- **Problem statement**
For this exercise, repeat every line of the material exactly.
═══ Extracted data ═══
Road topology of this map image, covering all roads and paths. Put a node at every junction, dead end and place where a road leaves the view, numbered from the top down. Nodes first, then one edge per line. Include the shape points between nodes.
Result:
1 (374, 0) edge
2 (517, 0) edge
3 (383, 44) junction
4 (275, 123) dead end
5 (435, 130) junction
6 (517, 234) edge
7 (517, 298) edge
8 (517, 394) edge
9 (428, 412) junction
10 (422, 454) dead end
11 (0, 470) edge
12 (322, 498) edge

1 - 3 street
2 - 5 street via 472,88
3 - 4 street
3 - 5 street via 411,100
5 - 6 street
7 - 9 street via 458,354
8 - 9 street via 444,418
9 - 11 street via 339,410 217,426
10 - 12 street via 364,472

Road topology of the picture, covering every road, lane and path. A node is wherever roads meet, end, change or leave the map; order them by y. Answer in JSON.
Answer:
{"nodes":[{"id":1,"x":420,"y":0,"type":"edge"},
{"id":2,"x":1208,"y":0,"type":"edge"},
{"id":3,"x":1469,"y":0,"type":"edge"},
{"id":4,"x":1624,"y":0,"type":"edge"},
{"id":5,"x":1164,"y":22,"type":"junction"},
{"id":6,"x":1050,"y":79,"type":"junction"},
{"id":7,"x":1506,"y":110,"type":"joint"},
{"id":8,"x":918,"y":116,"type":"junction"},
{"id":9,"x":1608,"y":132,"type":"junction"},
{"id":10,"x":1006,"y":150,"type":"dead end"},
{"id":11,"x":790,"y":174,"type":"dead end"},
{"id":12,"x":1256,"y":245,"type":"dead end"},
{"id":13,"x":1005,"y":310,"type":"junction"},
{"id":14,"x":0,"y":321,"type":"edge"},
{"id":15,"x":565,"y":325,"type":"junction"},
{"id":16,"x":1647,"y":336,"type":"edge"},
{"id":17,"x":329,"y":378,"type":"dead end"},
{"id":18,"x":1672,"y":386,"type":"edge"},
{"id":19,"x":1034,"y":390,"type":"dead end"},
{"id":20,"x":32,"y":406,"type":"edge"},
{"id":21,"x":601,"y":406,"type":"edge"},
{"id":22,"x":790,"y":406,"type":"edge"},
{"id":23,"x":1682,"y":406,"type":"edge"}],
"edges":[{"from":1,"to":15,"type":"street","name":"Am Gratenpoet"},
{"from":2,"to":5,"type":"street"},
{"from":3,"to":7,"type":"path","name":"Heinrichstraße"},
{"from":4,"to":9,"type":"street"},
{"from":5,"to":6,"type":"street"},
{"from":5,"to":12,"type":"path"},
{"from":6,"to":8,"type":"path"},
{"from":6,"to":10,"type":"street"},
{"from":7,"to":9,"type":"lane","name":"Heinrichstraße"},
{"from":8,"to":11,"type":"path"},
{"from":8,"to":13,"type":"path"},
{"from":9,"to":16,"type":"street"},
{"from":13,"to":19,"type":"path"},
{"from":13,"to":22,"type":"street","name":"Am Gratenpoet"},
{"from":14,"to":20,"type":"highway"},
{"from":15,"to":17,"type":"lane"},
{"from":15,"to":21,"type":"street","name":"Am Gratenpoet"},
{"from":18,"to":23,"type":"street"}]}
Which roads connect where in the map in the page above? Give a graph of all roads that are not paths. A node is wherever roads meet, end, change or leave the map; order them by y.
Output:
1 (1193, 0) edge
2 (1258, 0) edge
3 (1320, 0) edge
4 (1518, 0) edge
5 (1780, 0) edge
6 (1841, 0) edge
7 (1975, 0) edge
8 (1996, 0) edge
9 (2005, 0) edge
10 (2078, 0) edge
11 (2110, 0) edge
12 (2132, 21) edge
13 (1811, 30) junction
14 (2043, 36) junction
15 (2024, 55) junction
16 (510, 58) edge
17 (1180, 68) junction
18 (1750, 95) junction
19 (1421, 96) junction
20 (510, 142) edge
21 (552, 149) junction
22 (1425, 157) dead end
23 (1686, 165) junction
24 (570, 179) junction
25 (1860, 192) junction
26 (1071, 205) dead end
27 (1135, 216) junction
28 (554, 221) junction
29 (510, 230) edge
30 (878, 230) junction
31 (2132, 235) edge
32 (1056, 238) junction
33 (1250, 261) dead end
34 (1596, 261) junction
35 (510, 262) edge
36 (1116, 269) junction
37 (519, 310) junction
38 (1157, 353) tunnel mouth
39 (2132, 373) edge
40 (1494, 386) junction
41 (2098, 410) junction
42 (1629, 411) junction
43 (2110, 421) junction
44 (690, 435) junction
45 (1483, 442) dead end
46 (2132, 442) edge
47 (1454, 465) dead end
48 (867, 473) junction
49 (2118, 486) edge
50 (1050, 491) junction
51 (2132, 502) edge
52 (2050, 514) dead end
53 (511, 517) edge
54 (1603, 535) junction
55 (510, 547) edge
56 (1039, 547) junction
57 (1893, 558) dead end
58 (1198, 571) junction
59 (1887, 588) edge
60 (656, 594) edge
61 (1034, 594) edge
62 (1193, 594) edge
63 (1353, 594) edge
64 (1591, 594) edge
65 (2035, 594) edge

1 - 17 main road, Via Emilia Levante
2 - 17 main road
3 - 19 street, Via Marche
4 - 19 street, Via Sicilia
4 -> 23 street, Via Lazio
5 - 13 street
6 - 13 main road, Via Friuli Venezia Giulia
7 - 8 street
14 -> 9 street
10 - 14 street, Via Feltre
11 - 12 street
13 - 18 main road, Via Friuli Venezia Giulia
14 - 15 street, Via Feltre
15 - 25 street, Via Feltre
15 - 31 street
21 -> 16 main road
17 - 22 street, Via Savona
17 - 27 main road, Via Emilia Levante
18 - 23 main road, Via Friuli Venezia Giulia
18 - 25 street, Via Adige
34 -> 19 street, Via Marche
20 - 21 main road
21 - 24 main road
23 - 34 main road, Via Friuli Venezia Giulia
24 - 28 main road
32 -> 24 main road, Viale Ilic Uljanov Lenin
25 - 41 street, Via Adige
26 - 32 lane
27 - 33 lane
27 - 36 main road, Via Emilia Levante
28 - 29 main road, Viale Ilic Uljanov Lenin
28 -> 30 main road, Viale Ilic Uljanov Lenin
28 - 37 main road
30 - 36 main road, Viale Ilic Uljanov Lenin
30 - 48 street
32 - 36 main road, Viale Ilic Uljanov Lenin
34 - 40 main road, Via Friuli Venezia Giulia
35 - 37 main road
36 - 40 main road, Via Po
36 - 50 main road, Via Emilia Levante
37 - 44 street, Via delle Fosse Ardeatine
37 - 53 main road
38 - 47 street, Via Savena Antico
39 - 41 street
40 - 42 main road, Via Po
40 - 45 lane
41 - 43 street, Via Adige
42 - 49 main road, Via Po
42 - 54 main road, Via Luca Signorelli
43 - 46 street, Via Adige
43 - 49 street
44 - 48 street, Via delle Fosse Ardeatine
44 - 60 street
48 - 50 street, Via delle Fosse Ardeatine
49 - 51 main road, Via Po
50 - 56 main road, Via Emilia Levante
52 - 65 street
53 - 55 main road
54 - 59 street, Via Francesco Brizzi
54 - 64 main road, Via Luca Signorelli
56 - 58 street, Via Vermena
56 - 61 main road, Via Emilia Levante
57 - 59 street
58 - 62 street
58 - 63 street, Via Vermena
═══
- **Worked solution**
Road topology of this map image, covering all roads and paths. Put a node at every junction, dead end and place where a road leaves the view, numbered from the top down. Nodes first, then one edge per line. Include the shape points between nodes.
Result:
1 (374, 0) edge
2 (517, 0) edge
3 (383, 44) junction
4 (275, 123) dead end
5 (435, 130) junction
6 (517, 234) edge
7 (517, 298) edge
8 (517, 394) edge
9 (428, 412) junction
10 (422, 454) dead end
11 (0, 470) edge
12 (322, 498) edge

1 - 3 street
2 - 5 street via 472,88
3 - 4 street
3 - 5 street via 411,100
5 - 6 street
7 - 9 street via 458,354
8 - 9 street via 444,418
9 - 11 street via 339,410 217,426
10 - 12 street via 364,472

Road topology of the picture, covering every road, lane and path. A node is wherever roads meet, end, change or leave the map; order them by y. Answer in JSON.
Answer:
{"nodes":[{"id":1,"x":420,"y":0,"type":"edge"},
{"id":2,"x":1208,"y":0,"type":"edge"},
{"id":3,"x":1469,"y":0,"type":"edge"},
{"id":4,"x":1624,"y":0,"type":"edge"},
{"id":5,"x":1164,"y":22,"type":"junction"},
{"id":6,"x":1050,"y":79,"type":"junction"},
{"id":7,"x":1506,"y":110,"type":"joint"},
{"id":8,"x":918,"y":116,"type":"junction"},
{"id":9,"x":1608,"y":132,"type":"junction"},
{"id":10,"x":1006,"y":150,"type":"dead end"},
{"id":11,"x":790,"y":174,"type":"dead end"},
{"id":12,"x":1256,"y":245,"type":"dead end"},
{"id":13,"x":1005,"y":310,"type":"junction"},
{"id":14,"x":0,"y":321,"type":"edge"},
{"id":15,"x":565,"y":325,"type":"junction"},
{"id":16,"x":1647,"y":336,"type":"edge"},
{"id":17,"x":329,"y":378,"type":"dead end"},
{"id":18,"x":1672,"y":386,"type":"edge"},
{"id":19,"x":1034,"y":390,"type":"dead end"},
{"id":20,"x":32,"y":406,"type":"edge"},
{"id":21,"x":601,"y":406,"type":"edge"},
{"id":22,"x":790,"y":406,"type":"edge"},
{"id":23,"x":1682,"y":406,"type":"edge"}],
"edges":[{"from":1,"to":15,"type":"street","name":"Am Gratenpoet"},
{"from":2,"to":5,"type":"street"},
{"from":3,"to":7,"type":"path","name":"Heinrichstraße"},
{"from":4,"to":9,"type":"street"},
{"from":5,"to":6,"type":"street"},
{"from":5,"to":12,"type":"path"},
{"from":6,"to":8,"type":"path"},
{"from":6,"to":10,"type":"street"},
{"from":7,"to":9,"type":"lane","name":"Heinrichstraße"},
{"from":8,"to":11,"type":"path"},
{"from":8,"to":13,"type":"path"},
{"from":9,"to":16,"type":"street"},
{"from":13,"to":19,"type":"path"},
{"from":13,"to":22,"type":"street","name":"Am Gratenpoet"},
{"from":14,"to":20,"type":"highway"},
{"from":15,"to":17,"type":"lane"},
{"from":15,"to":21,"type":"street","name":"Am Gratenpoet"},
{"from":18,"to":23,"type":"street"}]}
Which roads connect where in the map in the page above? Give a graph of all roads that are not paths. A node is wherever roads meet, end, change or leave the map; order them by y.
Output:
1 (1193, 0) edge
2 (1258, 0) edge
3 (1320, 0) edge
4 (1518, 0) edge
5 (1780, 0) edge
6 (1841, 0) edge
7 (1975, 0) edge
8 (1996, 0) edge
9 (2005, 0) edge
10 (2078, 0) edge
11 (2110, 0) edge
12 (2132, 21) edge
13 (1811, 30) junction
14 (2043, 36) junction
15 (2024, 55) junction
16 (510, 58) edge
17 (1180, 68) junction
18 (1750, 95) junction
19 (1421, 96) junction
20 (510, 142) edge
21 (552, 149) junction
22 (1425, 157) dead end
23 (1686, 165) junction
24 (570, 179) junction
25 (1860, 192) junction
26 (1071, 205) dead end
27 (1135, 216) junction
28 (554, 221) junction
29 (510, 230) edge
30 (878, 230) junction
31 (2132, 235) edge
32 (1056, 238) junction
33 (1250, 261) dead end
34 (1596, 261) junction
35 (510, 262) edge
36 (1116, 269) junction
37 (519, 310) junction
38 (1157, 353) tunnel mouth
39 (2132, 373) edge
40 (1494, 386) junction
41 (2098, 410) junction
42 (1629, 411) junction
43 (2110, 421) junction
44 (690, 435) junction
45 (1483, 442) dead end
46 (2132, 442) edge
47 (1454, 465) dead end
48 (867, 473) junction
49 (2118, 486) edge
50 (1050, 491) junction
51 (2132, 502) edge
52 (2050, 514) dead end
53 (511, 517) edge
54 (1603, 535) junction
55 (510, 547) edge
56 (1039, 547) junction
57 (1893, 558) dead end
58 (1198, 571) junction
59 (1887, 588) edge
60 (656, 594) edge
61 (1034, 594) edge
62 (1193, 594) edge
63 (1353, 594) edge
64 (1591, 594) edge
65 (2035, 594) edge

1 - 17 main road, Via Emilia Levante
2 - 17 main road
3 - 19 street, Via Marche
4 - 19 street, Via Sicilia
4 -> 23 street, Via Lazio
5 - 13 street
6 - 13 main road, Via Friuli Venezia Giulia
7 - 8 street
14 -> 9 street
10 - 14 street, Via Feltre
11 - 12 street
13 - 18 main road, Via Friuli Venezia Giulia
14 - 15 street, Via Feltre
15 - 25 street, Via Feltre
15 - 31 street
21 -> 16 main road
17 - 22 street, Via Savona
17 - 27 main road, Via Emilia Levante
18 - 23 main road, Via Friuli Venezia Giulia
18 - 25 street, Via Adige
34 -> 19 street, Via Marche
20 - 21 main road
21 - 24 main road
23 - 34 main road, Via Friuli Venezia Giulia
24 - 28 main road
32 -> 24 main road, Viale Ilic Uljanov Lenin
25 - 41 street, Via Adige
26 - 32 lane
27 - 33 lane
27 - 36 main road, Via Emilia Levante
28 - 29 main road, Viale Ilic Uljanov Lenin
28 -> 30 main road, Viale Ilic Uljanov Lenin
28 - 37 main road
30 - 36 main road, Viale Ilic Uljanov Lenin
30 - 48 street
32 - 36 main road, Viale Ilic Uljanov Lenin
34 - 40 main road, Via Friuli Venezia Giulia
35 - 37 main road
36 - 40 main road, Via Po
36 - 50 main road, Via Emilia Levante
37 - 44 street, Via delle Fosse Ardeatine
37 - 53 main road
38 - 47 street, Via Savena Antico
39 - 41 street
40 - 42 main road, Via Po
40 - 45 lane
41 - 43 street, Via Adige
42 - 49 main road, Via Po
42 - 54 main road, Via Luca Signorelli
43 - 46 street, Via Adige
43 - 49 street
44 - 48 street, Via delle Fosse Ardeatine
44 - 60 street
48 - 50 street, Via delle Fosse Ardeatine
49 - 51 main road, Via Po
50 - 56 main road, Via Emilia Levante
52 - 65 street
53 - 55 main road
54 - 59 street, Via Francesco Brizzi
54 - 64 main road, Via Luca Signorelli
56 - 58 street, Via Vermena
56 - 61 main road, Via Emilia Levante
57 - 59 street
58 - 62 street
58 - 63 street, Via Vermena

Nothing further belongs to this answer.